─── Materials provided ───

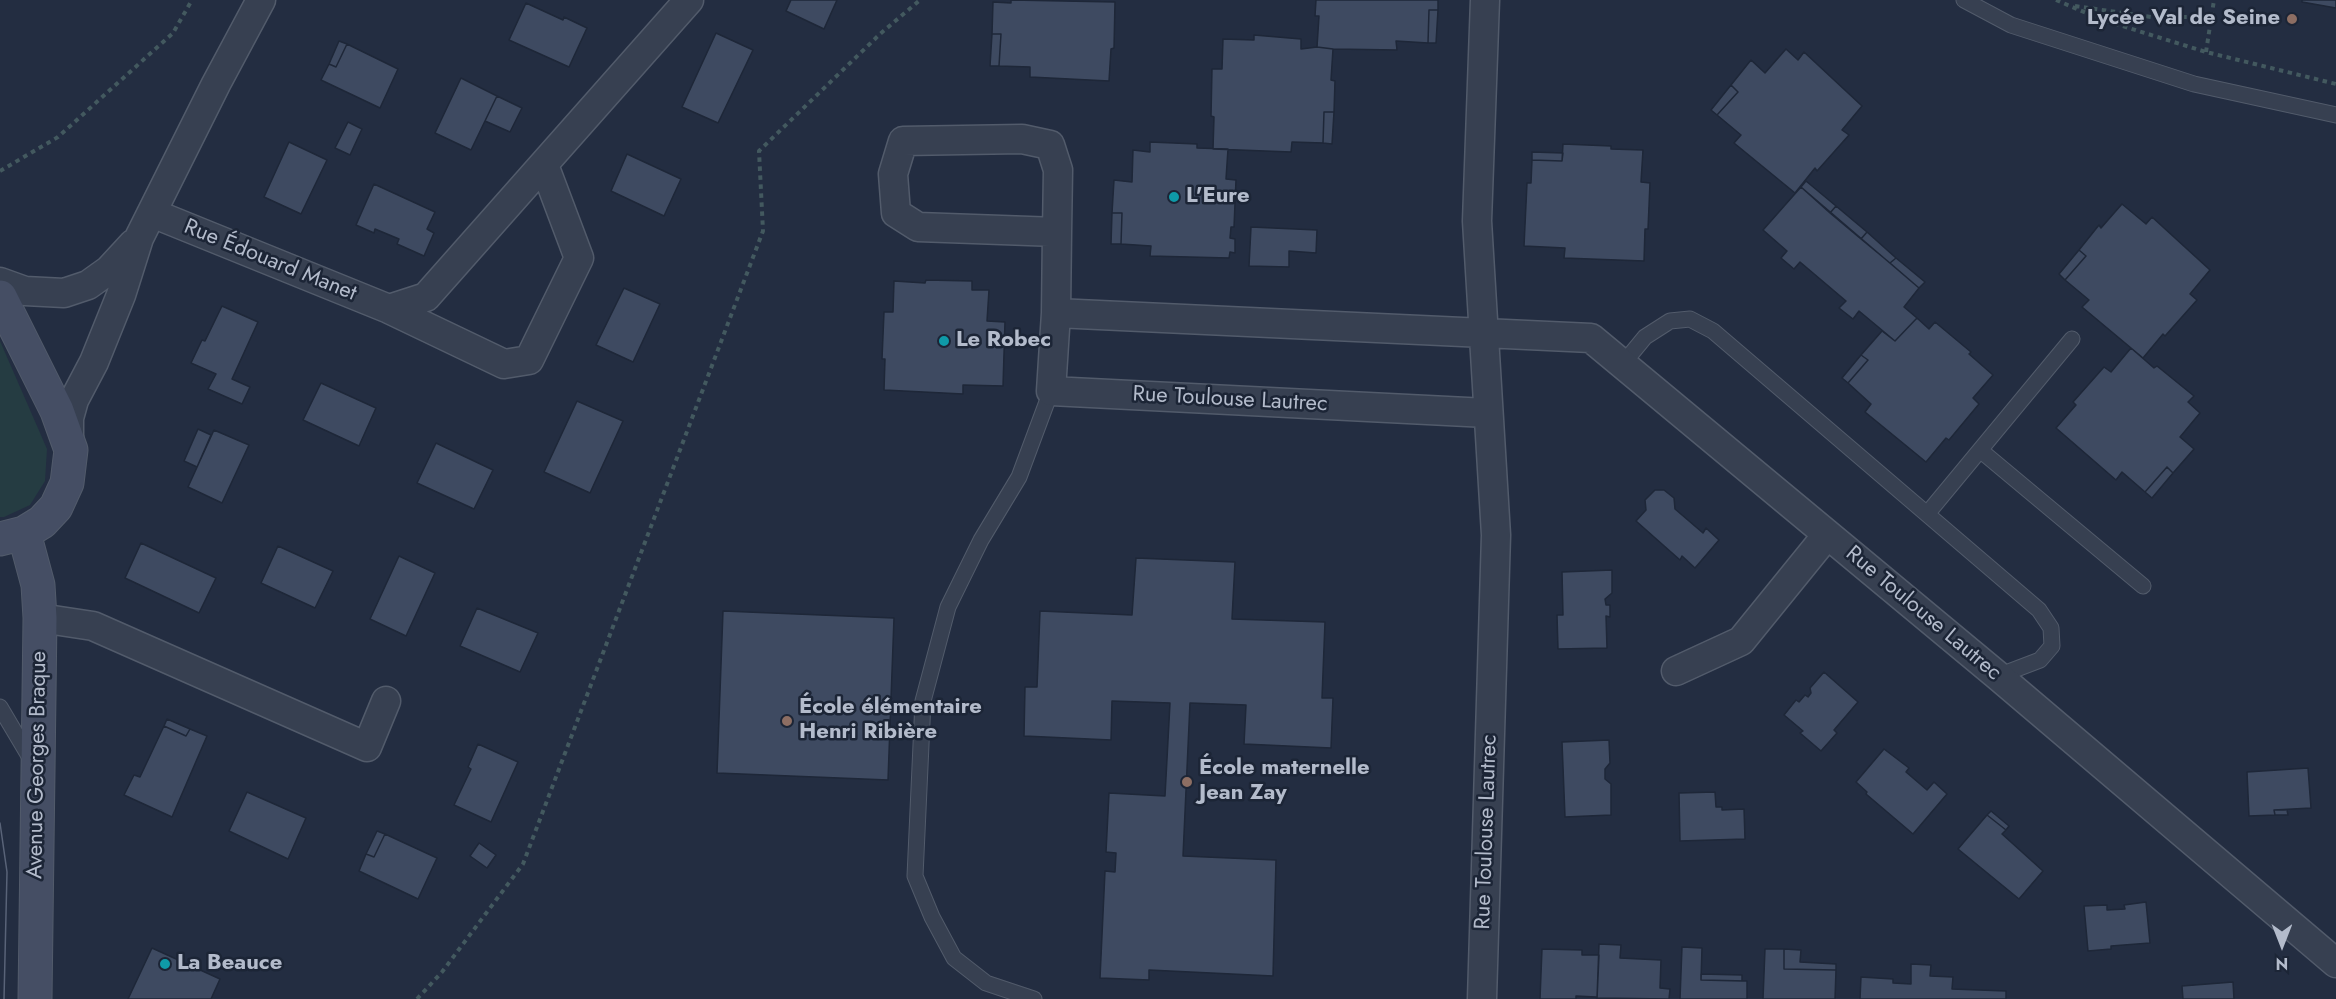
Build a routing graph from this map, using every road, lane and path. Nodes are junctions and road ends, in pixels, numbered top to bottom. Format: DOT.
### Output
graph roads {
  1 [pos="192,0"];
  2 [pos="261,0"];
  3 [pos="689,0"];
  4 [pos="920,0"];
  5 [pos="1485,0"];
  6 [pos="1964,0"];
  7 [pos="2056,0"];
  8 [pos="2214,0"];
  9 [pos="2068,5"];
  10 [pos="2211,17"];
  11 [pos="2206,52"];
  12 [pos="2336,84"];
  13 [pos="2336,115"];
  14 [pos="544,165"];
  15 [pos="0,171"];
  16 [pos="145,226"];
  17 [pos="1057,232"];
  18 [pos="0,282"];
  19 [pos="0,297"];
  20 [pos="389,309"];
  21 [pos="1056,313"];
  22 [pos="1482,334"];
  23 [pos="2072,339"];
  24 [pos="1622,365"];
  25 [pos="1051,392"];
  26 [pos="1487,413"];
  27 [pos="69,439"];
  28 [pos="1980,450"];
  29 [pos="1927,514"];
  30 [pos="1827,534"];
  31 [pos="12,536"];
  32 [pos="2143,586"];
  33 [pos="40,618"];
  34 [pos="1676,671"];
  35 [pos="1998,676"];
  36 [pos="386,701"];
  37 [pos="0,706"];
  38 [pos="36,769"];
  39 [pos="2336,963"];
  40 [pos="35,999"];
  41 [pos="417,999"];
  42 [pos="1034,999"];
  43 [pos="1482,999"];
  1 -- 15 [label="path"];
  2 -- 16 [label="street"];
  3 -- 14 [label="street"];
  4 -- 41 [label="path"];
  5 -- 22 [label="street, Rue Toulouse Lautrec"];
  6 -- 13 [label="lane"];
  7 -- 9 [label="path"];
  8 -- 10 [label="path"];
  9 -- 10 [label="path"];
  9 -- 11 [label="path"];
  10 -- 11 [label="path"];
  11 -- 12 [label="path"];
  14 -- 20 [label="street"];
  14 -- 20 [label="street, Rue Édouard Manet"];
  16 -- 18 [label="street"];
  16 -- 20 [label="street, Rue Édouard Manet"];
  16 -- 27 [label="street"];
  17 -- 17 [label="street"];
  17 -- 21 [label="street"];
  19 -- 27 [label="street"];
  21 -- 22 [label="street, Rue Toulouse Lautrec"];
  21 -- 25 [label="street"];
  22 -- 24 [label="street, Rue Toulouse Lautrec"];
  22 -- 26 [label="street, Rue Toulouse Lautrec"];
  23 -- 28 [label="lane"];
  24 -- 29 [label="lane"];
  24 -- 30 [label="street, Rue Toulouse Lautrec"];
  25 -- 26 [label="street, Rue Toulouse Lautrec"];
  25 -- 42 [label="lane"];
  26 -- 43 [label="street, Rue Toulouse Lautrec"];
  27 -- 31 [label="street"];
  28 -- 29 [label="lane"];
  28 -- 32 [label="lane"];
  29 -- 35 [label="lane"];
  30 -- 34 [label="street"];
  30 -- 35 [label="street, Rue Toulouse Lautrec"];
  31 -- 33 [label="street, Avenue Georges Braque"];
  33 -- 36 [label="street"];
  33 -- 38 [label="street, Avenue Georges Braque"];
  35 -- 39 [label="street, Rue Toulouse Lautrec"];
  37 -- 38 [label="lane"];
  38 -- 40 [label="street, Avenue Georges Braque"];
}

───
─── Materials provided ───

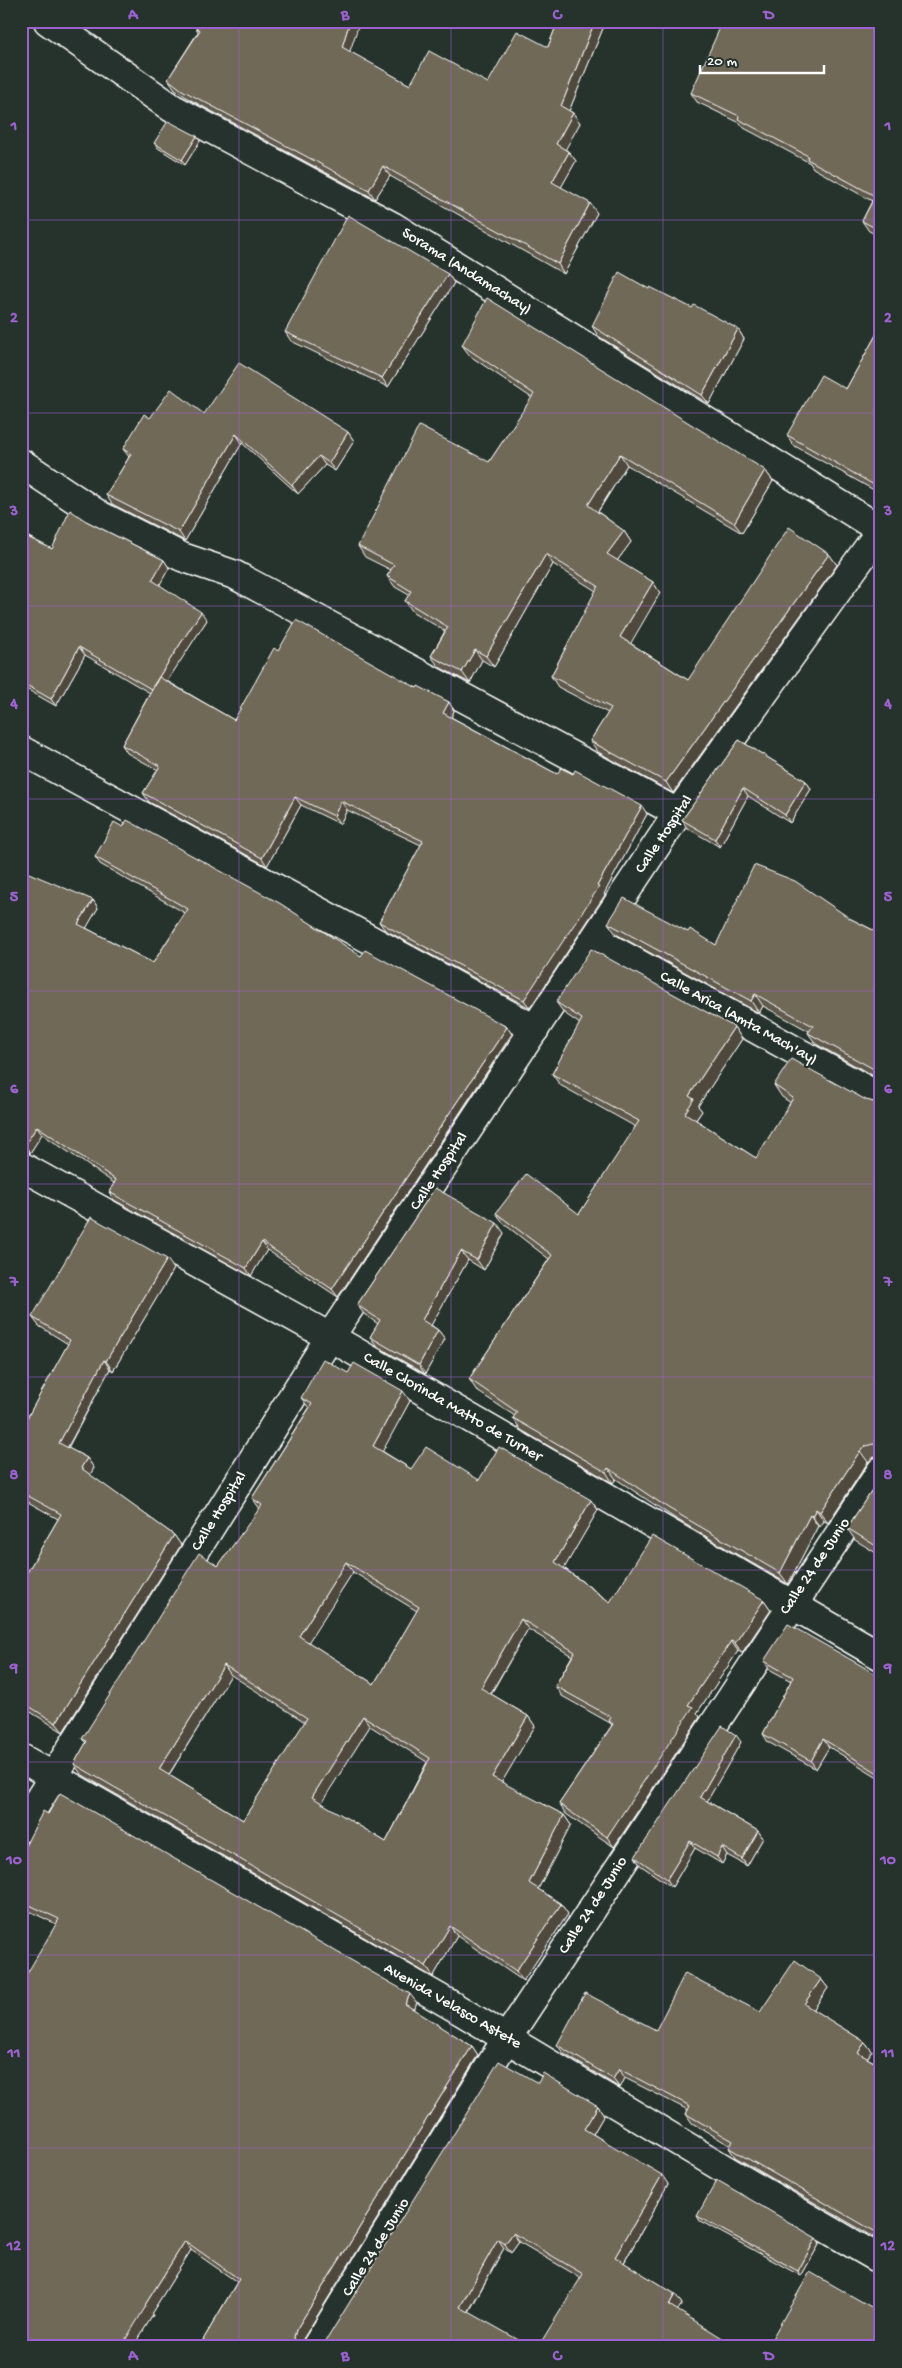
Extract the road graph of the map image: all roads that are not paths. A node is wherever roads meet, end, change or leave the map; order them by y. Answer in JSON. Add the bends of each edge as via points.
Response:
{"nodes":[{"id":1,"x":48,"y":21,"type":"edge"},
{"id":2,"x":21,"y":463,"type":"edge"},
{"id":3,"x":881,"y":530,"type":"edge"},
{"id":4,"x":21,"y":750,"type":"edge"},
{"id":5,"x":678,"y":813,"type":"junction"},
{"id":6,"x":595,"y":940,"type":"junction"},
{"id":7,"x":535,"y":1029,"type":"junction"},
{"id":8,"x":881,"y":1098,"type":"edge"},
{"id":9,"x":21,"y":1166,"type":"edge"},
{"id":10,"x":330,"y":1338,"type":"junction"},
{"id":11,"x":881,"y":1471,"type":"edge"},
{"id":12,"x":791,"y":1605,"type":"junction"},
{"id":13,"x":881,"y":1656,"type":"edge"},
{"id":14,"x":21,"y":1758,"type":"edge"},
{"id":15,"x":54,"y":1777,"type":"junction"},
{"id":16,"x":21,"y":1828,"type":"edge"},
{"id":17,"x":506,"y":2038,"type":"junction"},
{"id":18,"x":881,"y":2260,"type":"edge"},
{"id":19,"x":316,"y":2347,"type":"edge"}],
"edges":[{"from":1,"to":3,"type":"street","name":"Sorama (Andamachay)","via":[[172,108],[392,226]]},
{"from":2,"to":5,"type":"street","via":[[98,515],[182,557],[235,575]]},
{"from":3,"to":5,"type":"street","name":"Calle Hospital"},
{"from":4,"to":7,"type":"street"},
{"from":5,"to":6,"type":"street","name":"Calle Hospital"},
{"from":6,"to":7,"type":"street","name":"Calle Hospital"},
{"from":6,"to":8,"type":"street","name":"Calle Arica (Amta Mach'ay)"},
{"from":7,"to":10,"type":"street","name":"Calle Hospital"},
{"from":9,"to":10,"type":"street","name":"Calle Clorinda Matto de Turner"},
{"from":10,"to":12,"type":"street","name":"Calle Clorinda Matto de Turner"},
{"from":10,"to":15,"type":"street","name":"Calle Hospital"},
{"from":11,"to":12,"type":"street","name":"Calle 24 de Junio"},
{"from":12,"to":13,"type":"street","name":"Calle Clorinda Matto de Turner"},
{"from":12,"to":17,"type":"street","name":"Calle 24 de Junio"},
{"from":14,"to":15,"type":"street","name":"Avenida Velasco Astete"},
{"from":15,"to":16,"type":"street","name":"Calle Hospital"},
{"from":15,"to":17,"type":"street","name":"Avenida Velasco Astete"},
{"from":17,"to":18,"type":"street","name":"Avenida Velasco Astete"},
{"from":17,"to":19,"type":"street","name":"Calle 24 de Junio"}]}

───
─── Materials provided ───

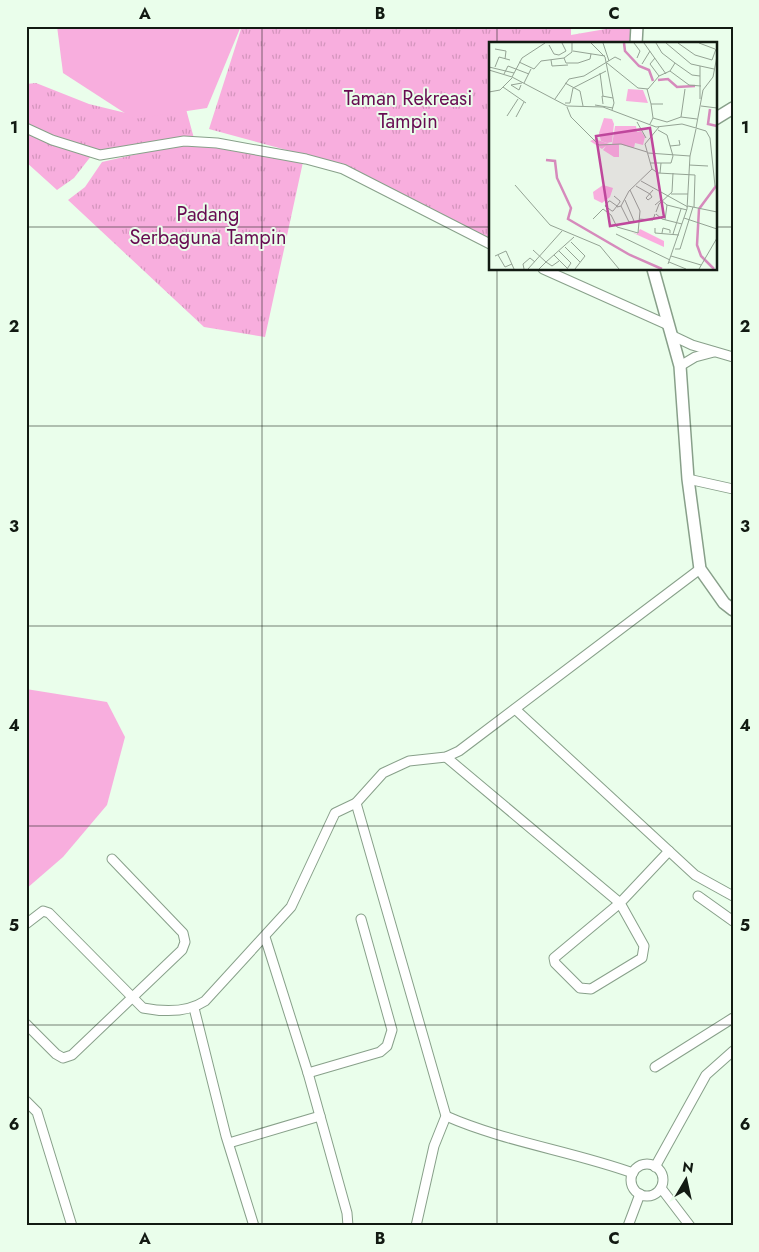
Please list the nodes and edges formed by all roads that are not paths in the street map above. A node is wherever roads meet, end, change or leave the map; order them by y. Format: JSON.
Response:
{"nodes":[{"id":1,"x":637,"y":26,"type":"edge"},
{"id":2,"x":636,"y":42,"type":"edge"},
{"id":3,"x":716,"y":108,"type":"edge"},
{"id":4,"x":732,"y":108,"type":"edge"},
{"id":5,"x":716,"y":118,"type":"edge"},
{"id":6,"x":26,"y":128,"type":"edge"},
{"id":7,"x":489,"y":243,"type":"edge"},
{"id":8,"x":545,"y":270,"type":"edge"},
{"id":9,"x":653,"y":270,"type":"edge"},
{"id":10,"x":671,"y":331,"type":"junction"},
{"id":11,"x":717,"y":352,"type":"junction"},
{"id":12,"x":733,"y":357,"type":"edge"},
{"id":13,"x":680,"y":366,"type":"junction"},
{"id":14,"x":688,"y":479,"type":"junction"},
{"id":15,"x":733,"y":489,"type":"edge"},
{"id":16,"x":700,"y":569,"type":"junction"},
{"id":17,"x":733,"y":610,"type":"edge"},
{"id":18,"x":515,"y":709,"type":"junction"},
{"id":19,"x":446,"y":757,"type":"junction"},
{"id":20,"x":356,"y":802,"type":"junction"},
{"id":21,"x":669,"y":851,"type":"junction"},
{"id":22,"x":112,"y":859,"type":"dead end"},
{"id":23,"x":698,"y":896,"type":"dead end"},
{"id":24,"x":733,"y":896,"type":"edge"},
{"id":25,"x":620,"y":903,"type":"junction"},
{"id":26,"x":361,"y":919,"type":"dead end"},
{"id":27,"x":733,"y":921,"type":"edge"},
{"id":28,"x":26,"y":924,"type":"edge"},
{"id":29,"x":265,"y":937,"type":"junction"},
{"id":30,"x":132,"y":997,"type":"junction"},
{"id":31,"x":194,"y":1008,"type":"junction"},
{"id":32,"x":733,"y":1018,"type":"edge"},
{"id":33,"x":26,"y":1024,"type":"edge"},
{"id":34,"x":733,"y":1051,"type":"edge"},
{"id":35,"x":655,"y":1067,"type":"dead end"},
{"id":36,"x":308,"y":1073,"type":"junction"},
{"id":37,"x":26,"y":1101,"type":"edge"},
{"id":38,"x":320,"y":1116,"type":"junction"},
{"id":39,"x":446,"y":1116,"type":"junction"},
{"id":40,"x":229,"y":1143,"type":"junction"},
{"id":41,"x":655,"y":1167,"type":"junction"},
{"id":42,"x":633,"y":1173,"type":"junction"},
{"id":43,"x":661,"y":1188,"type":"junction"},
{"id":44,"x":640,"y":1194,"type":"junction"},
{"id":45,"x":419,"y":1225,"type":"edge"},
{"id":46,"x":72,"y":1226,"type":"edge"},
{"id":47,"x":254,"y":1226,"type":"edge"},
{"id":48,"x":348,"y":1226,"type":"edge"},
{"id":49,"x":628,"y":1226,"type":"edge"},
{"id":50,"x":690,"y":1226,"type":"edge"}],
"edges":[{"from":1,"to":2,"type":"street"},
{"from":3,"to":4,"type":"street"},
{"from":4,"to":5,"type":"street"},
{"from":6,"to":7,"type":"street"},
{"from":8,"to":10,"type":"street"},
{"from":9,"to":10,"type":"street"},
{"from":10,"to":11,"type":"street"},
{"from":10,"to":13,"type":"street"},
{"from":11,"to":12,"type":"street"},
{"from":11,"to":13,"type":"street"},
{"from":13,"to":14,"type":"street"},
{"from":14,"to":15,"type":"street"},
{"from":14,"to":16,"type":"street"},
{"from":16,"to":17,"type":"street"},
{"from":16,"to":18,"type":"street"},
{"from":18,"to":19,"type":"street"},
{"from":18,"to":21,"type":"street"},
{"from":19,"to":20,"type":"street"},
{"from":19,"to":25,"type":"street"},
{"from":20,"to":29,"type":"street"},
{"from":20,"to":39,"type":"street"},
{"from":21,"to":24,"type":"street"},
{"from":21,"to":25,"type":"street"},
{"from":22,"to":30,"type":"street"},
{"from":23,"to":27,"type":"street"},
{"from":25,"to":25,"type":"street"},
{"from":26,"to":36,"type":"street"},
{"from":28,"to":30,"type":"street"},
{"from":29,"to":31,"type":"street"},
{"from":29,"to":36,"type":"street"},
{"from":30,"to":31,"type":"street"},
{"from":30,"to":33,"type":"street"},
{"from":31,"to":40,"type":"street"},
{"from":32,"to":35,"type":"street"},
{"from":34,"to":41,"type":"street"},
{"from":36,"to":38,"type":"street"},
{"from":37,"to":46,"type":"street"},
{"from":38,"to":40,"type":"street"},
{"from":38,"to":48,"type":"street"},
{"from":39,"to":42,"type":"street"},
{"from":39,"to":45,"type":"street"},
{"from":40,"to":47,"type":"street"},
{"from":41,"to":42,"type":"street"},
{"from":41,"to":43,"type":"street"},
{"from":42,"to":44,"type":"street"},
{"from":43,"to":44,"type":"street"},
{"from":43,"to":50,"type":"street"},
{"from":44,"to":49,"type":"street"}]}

───

Problem: For the records above, state how many lines contain "Astete". Add nothing to the number.

Output below: 3